Input: intervals = [[7,10],[2,4]] Output: 1

Solution

import heapq

class Solution:
    def minMeetingRooms(self, intervals: list[list[int]]) -> int:
        if not intervals:
            return 0

        # Sort the intervals by their start times
        intervals.sort(key=lambda x: x[0])

        # Min-heap to store the end times of meetings currently in rooms
        # The smallest end time will always be at the top
        rooms = []

        # Add the first meeting's end time to the heap
        heapq.heappush(rooms, intervals[0][1])

        # Process the rest of the meetings
        for i in range(1, len(intervals)):
            # If the current meeting starts at or after the earliest ending meeting,
            # we can reuse that room.
            if intervals[i][0] >= rooms[0]:
                heapq.heappop(rooms) # Remove the earliest ending meeting

            # Assign the current meeting to a room (either a new one or a reused one)
            heapq.heappush(rooms, intervals[i][1])

        # The number of rooms in the heap is the minimum number of rooms required
        return len(rooms)

Explanation

This problem asks for the minimum number of meeting rooms needed. This is a classic scheduling problem that can be solved efficiently using a min-heap.

Core Idea: We want to reuse rooms as much as possible. When a new meeting starts, we check if any existing meeting has already ended. If so, we can reuse that room. Otherwise, we need a new room.
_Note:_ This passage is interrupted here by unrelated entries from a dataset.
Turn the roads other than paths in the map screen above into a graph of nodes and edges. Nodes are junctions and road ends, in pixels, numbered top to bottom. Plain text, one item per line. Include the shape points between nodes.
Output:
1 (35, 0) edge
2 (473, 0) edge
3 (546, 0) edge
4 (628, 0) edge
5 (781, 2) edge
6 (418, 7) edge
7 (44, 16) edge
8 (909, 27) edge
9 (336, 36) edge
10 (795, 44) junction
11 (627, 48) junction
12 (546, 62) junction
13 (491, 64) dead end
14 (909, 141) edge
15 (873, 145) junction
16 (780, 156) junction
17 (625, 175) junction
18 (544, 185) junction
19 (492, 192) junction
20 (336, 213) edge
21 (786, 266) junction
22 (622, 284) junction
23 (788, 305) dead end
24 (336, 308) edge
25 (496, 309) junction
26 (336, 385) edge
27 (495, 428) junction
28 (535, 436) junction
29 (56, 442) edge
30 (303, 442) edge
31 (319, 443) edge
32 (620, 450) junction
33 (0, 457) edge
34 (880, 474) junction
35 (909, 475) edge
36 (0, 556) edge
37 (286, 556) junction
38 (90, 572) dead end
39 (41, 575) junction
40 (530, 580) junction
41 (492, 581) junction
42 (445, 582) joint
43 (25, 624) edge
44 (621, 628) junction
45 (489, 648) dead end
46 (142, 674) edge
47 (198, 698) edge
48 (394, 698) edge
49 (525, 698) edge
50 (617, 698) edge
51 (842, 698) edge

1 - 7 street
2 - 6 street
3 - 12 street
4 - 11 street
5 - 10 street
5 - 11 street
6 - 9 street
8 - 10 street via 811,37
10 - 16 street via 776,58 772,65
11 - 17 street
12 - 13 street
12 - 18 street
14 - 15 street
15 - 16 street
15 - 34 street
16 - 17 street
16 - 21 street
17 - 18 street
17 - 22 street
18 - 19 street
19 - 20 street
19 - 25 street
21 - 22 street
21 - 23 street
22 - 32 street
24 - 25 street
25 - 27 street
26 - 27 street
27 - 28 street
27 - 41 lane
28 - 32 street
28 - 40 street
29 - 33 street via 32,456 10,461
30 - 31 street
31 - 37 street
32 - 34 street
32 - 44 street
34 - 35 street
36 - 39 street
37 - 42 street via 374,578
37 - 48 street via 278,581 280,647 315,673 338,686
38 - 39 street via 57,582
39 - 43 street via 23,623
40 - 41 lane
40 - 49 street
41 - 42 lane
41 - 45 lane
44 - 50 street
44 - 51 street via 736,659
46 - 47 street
Sort Intervals: First, sort all meeting intervals by their start times. This ensures we process meetings in the order they begin.
Min-Heap for Room End Times: Create a min-heap (rooms). This heap will store the end times of all meetings that are currently occupying a room. The smallest end time will always be at the top of the heap.
Process Meetings:
- Add the end time of the first meeting to the rooms heap.
- Iterate through the rest of the sorted intervals:
  - For each current_meeting (intervals[i]):
    - Check if the current_meeting's start time (intervals[i][0]) is greater than or equal to the end time of the earliest ending meeting in our rooms heap (rooms[0]).
    - If it is, it means a room has become free. We can reuse that room, so we heapq.heappop(rooms) to remove the earliest ending meeting.
    - Regardless of whether a room was reused or not, we assign the current_meeting to a room by adding its end time (intervals[i][1]) to the rooms heap (heapq.heappush). This effectively marks the room as occupied until this meeting ends.
Result: After processing all meetings, the number of elements remaining in the rooms heap will be the minimum number of conference rooms required. This is because each element in the heap represents a room that is currently occupied.

Time and Space Complexity:

Time Complexity: O(N log N), where N is the number of intervals. The sorting takes O(N log N). Each heap operation (push and pop) takes O(log K) time, where K is the number of rooms (at most N). Since we perform N heap operations, this part is O(N log N).
Space Complexity: O(N) in the worst case, as the heap could potentially store all N meeting end times if all meetings overlap.